Another great performance from all-around favorite Mustafina not withstanding, the story of this final was the sheer number of falls after a nearly flawless qualifying round from all teams. The United States performed nervously on balance beam, with Alexandra Raisman (back handspring, layout to two feet), Alicia Sacramone (front pike) and Rebecca Bross (standing Arabian) all nearly falling but saving the routines out of sheer determination.
The Russians and Chinese were unlucky on uneven bars, an excellent event for both teams. Jiang Yuyuan and Huang Qiushaung missed after Pak salto transitions to the low bar, and Olympic bars champion He Kexin was forced to muscle a kip to high bar. Russia got off to a bad start when tablesetter Dementyeva fell on her Tkatchev release. Things got worse when Nabieva fell twice, once on her signature toe on layout Tkatchev over the bar, once on a low bar pirouette.
Nevertheless, the Russians were the team with the fewest mistakes after the U.S. went to floor and had to count a fall from Mattie Larson, who has been struggling with the Janssen-Fritsen floor all week in Rotterdam.

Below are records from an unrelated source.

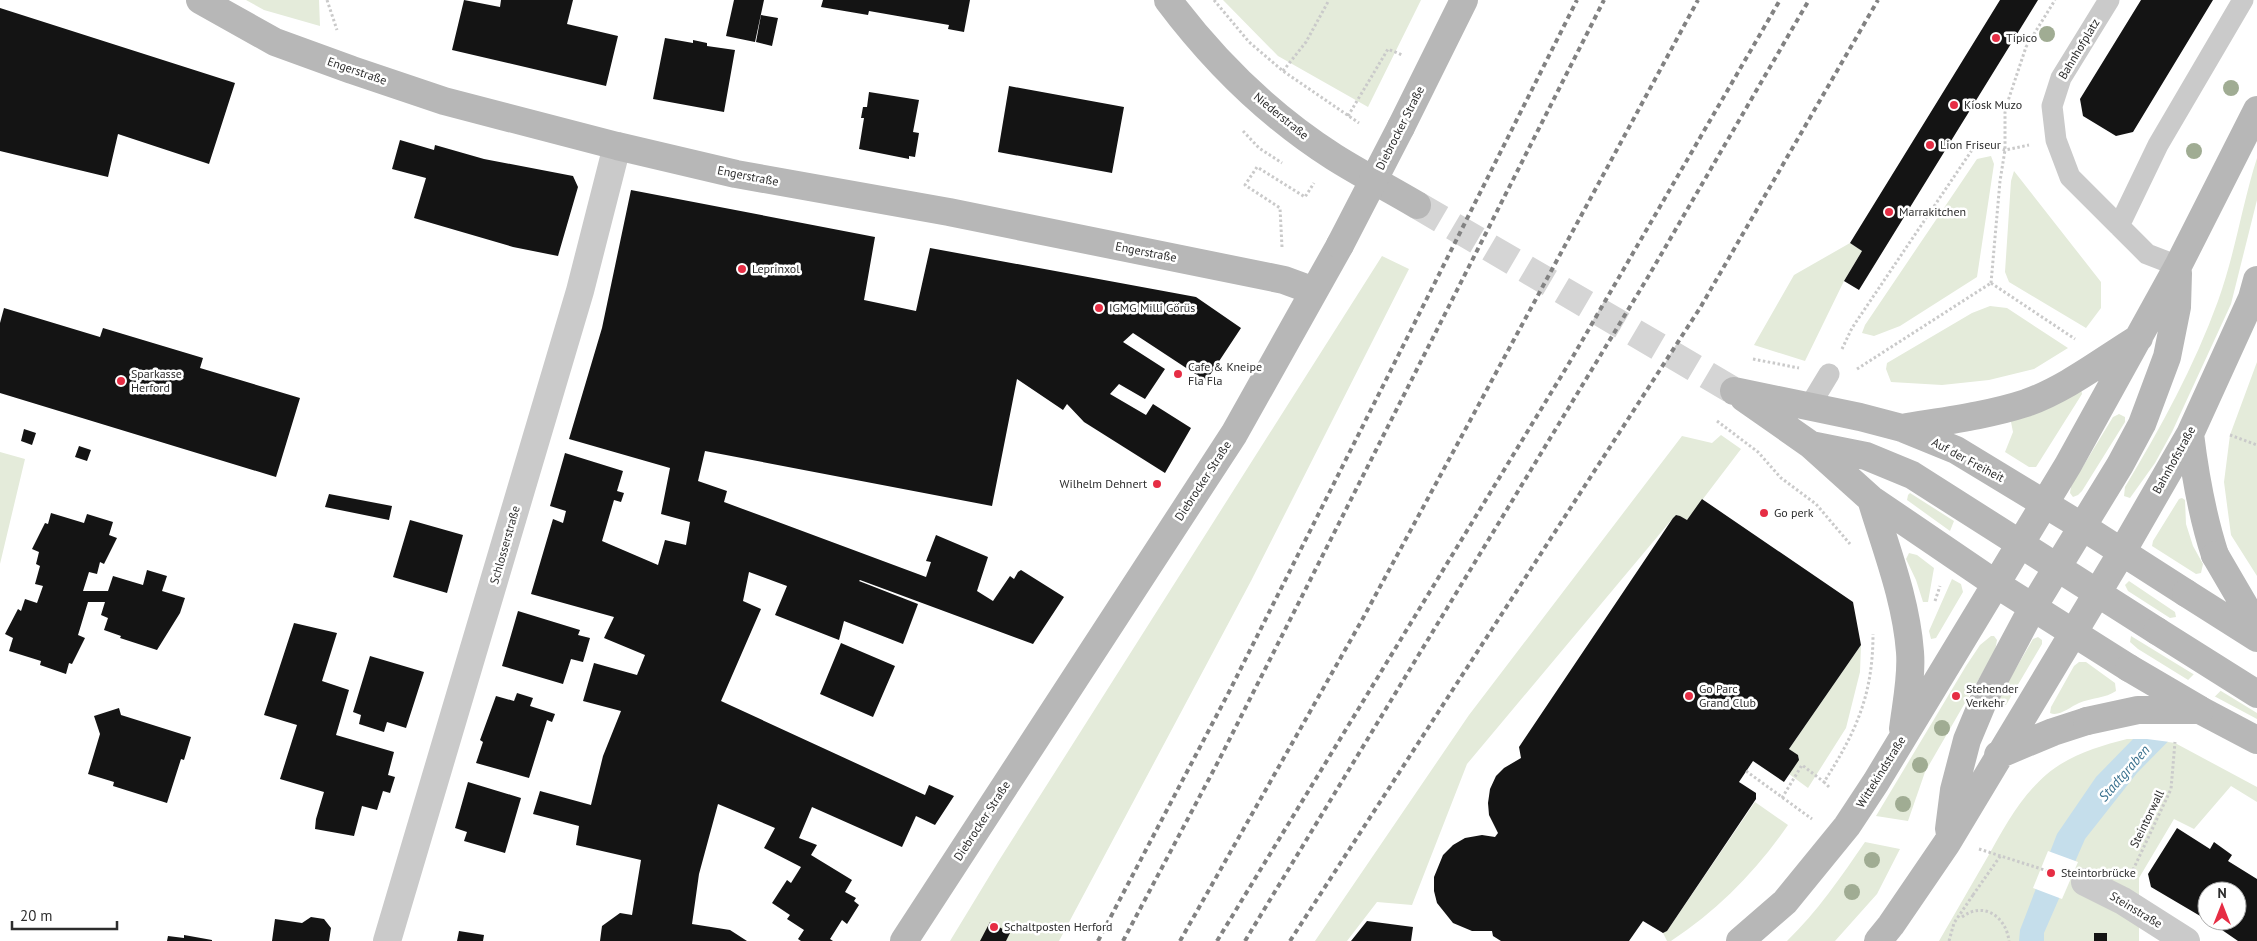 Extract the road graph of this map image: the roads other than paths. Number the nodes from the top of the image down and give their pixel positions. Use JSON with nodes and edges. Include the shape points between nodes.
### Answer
{"nodes":[{"id":1,"x":200,"y":0,"type":"edge"},
{"id":2,"x":1168,"y":0,"type":"edge"},
{"id":3,"x":1464,"y":0,"type":"edge"},
{"id":4,"x":2109,"y":0,"type":"edge"},
{"id":5,"x":2243,"y":0,"type":"edge"},
{"id":6,"x":2257,"y":110,"type":"edge"},
{"id":7,"x":617,"y":146,"type":"junction"},
{"id":8,"x":1417,"y":205,"type":"tunnel mouth"},
{"id":9,"x":2119,"y":226,"type":"junction"},
{"id":10,"x":2178,"y":266,"type":"junction"},
{"id":11,"x":2257,"y":280,"type":"edge"},
{"id":12,"x":1314,"y":291,"type":"junction"},
{"id":13,"x":2140,"y":337,"type":"junction"},
{"id":14,"x":1829,"y":374,"type":"road end"},
{"id":15,"x":1809,"y":407,"type":"junction"},
{"id":16,"x":1902,"y":428,"type":"junction"},
{"id":17,"x":2190,"y":434,"type":"junction"},
{"id":18,"x":1812,"y":445,"type":"junction"},
{"id":19,"x":1871,"y":499,"type":"junction"},
{"id":20,"x":2045,"y":504,"type":"junction"},
{"id":21,"x":2083,"y":527,"type":"junction"},
{"id":22,"x":2020,"y":546,"type":"junction"},
{"id":23,"x":2122,"y":552,"type":"junction"},
{"id":24,"x":2057,"y":569,"type":"junction"},
{"id":25,"x":1996,"y":584,"type":"junction"},
{"id":26,"x":2095,"y":593,"type":"junction"},
{"id":27,"x":2033,"y":607,"type":"junction"},
{"id":28,"x":2257,"y":627,"type":"edge"},
{"id":29,"x":2073,"y":632,"type":"junction"},
{"id":30,"x":2257,"y":638,"type":"edge"},
{"id":31,"x":2257,"y":694,"type":"edge"},
{"id":32,"x":2200,"y":710,"type":"junction"},
{"id":33,"x":2254,"y":738,"type":"edge"},
{"id":34,"x":1901,"y":740,"type":"junction"},
{"id":35,"x":1998,"y":755,"type":"junction"},
{"id":36,"x":1947,"y":843,"type":"junction"},
{"id":37,"x":2085,"y":882,"type":"road end"},
{"id":38,"x":387,"y":941,"type":"edge"},
{"id":39,"x":904,"y":941,"type":"edge"},
{"id":40,"x":1740,"y":941,"type":"edge"},
{"id":41,"x":1878,"y":941,"type":"edge"},
{"id":42,"x":2186,"y":941,"type":"edge"}],
"edges":[{"from":1,"to":7,"type":"street","name":"Engerstraße","via":[[275,42],[444,101]]},
{"from":2,"to":8,"type":"street","name":"Niederstraße","via":[[1221,62],[1297,131]]},
{"from":3,"to":12,"type":"street","name":"Diebrocker Straße","bridge":true},
{"from":4,"to":9,"type":"lane","name":"Bahnhofplatz","via":[[2061,78],[2052,106],[2056,140],[2070,177]]},
{"from":5,"to":9,"type":"lane","via":[[2158,145]]},
{"from":6,"to":10,"type":"street"},
{"from":7,"to":12,"type":"street","name":"Engerstraße","via":[[736,174],[949,212],[1284,280]]},
{"from":7,"to":38,"type":"street","name":"Schlosserstraße","via":[[580,291]]},
{"from":9,"to":10,"type":"lane","name":"Bahnhofplatz","via":[[2147,254]]},
{"from":10,"to":13,"type":"street"},
{"from":10,"to":21,"type":"street","via":[[2178,306],[2167,357],[2142,424]]},
{"from":11,"to":17,"type":"street","name":"Bahnhofstraße","via":[[2252,298]]},
{"from":12,"to":39,"type":"street","name":"Diebrocker Straße","via":[[1234,434]]},
{"from":13,"to":16,"type":"street","via":[[2027,403]]},
{"from":13,"to":20,"type":"street"},
{"from":14,"to":15,"type":"lane"},
{"from":15,"to":16,"type":"street","name":"Auf der Freiheit"},
{"from":15,"to":18,"type":"street","name":"Auf der Freiheit","via":[[1734,391]]},
{"from":16,"to":20,"type":"street","name":"Auf der Freiheit","via":[[1956,450]]},
{"from":17,"to":23,"type":"street","name":"Bahnhofstraße"},
{"from":17,"to":28,"type":"street","bridge":true,"via":[[2206,527],[2216,555]]},
{"from":18,"to":19,"type":"street","name":"Auf der Freiheit"},
{"from":18,"to":22,"type":"street","name":"Auf der Freiheit","via":[[1866,456],[1912,475]]},
{"from":19,"to":25,"type":"street","name":"Auf der Freiheit"},
{"from":19,"to":34,"type":"street","via":[[1900,592],[1909,646],[1909,684]]},
{"from":20,"to":21,"type":"street","name":"Auf der Freiheit"},
{"from":20,"to":22,"type":"street"},
{"from":21,"to":23,"type":"street","name":"Auf der Freiheit"},
{"from":21,"to":24,"type":"street"},
{"from":22,"to":24,"type":"street","name":"Auf der Freiheit"},
{"from":22,"to":25,"type":"street"},
{"from":23,"to":26,"type":"street","name":"Bahnhofstraße"},
{"from":23,"to":30,"type":"street","name":"Auf der Freiheit","bridge":true},
{"from":24,"to":26,"type":"street","name":"Auf der Freiheit"},
{"from":24,"to":27,"type":"street"},
{"from":25,"to":27,"type":"street","name":"Auf der Freiheit"},
{"from":25,"to":34,"type":"street","name":"Wittekindstraße"},
{"from":26,"to":29,"type":"street","name":"Bahnhofstraße"},
{"from":26,"to":31,"type":"street","name":"Auf der Freiheit","bridge":true},
{"from":27,"to":29,"type":"street","name":"Auf der Freiheit"},
{"from":27,"to":36,"type":"street","via":[[1985,697],[1967,740],[1954,790]]},
{"from":29,"to":32,"type":"street","name":"Auf der Freiheit","bridge":true},
{"from":29,"to":35,"type":"street"},
{"from":32,"to":33,"type":"street","name":"Auf der Freiheit"},
{"from":32,"to":35,"type":"street","bridge":true,"via":[[2138,710],[2087,721]]},
{"from":34,"to":40,"type":"street","name":"Wittekindstraße","via":[[1847,826],[1785,902]]},
{"from":35,"to":36,"type":"street"},
{"from":36,"to":41,"type":"street"},
{"from":37,"to":42,"type":"street","name":"Steinstraße","via":[[2123,900]]}]} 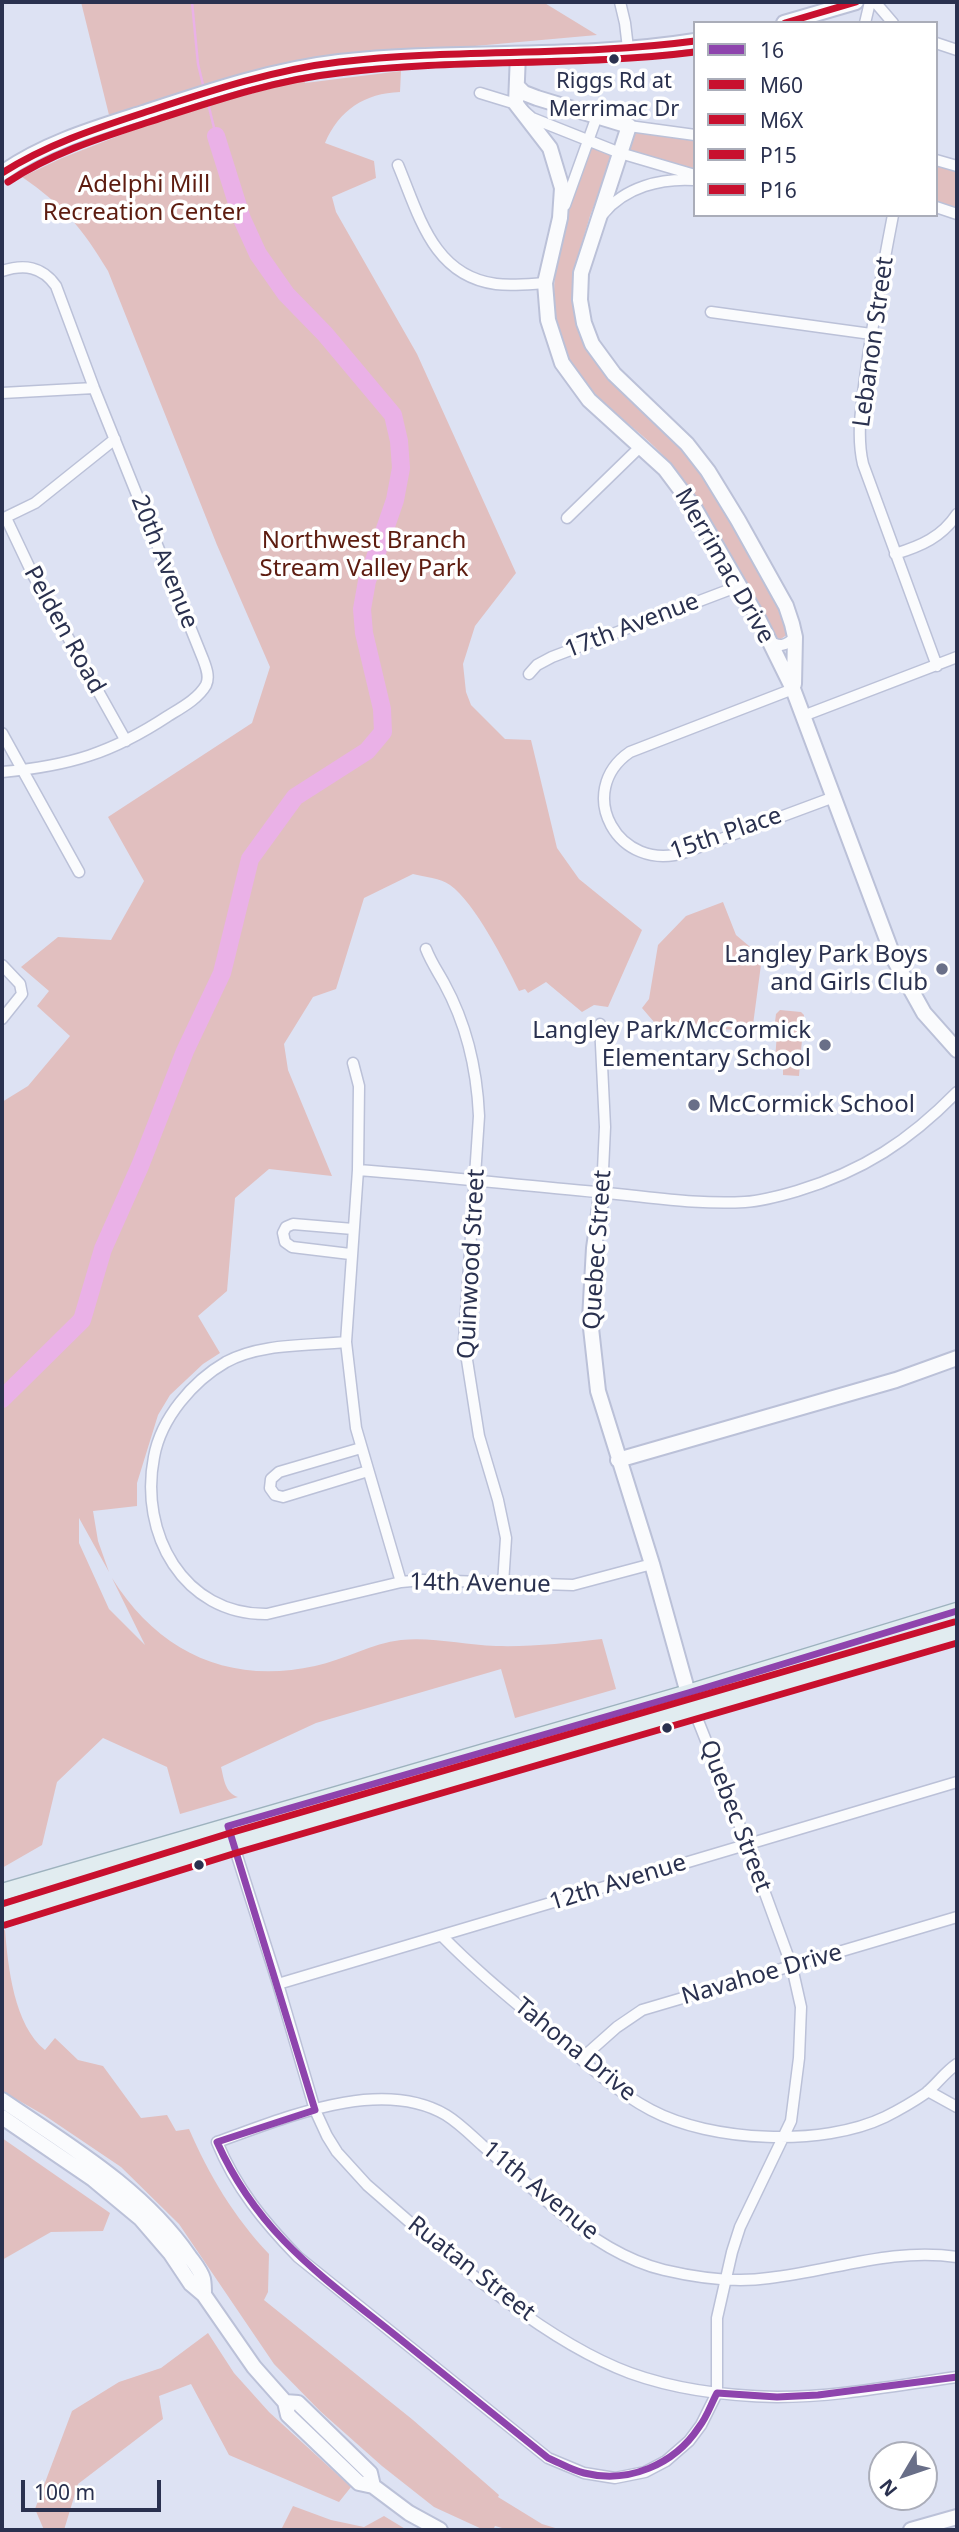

Larson made the double layout she fell on in preliminaries but did not have the height or rotation for the double pike that capped off her routine. In addition, Larson tumbled only a 2.5 twist, leaving out the front layout that normally follows, taking an additional deduction for leaving out the change of direction requirement for routines.
The Russian team has been great for a long time, but surprisingly, this is the first World team title they have won since the breakup of the Soviet Union’s Unified Team, which competed for the last time at the 1992 Olympics.
What was interesting about this night in Rotterdam was how close the top three teams really were. Any had the ability to win the title had they stayed clean. But given the number of falls counted (three for Russia, two for China and one for the United States), it is a testament to how good the Russian team still is that they won.
A resurgent Romania, now guided by Octavian Belu and Mariana Bitang, finished just outside the medals with 173.096. Romanian fans shouldn’t despair, however — the country has a very strong all-around contender in Ana Porgras, as well as two stunning juniors in Larissa Iordache and Diana Bulimar, who are waiting the wings. Japan rebounded from several errors in the qualifying round to finish fifth, equaling its 2008 Olympic result, followed by Australia, Britain and Italy.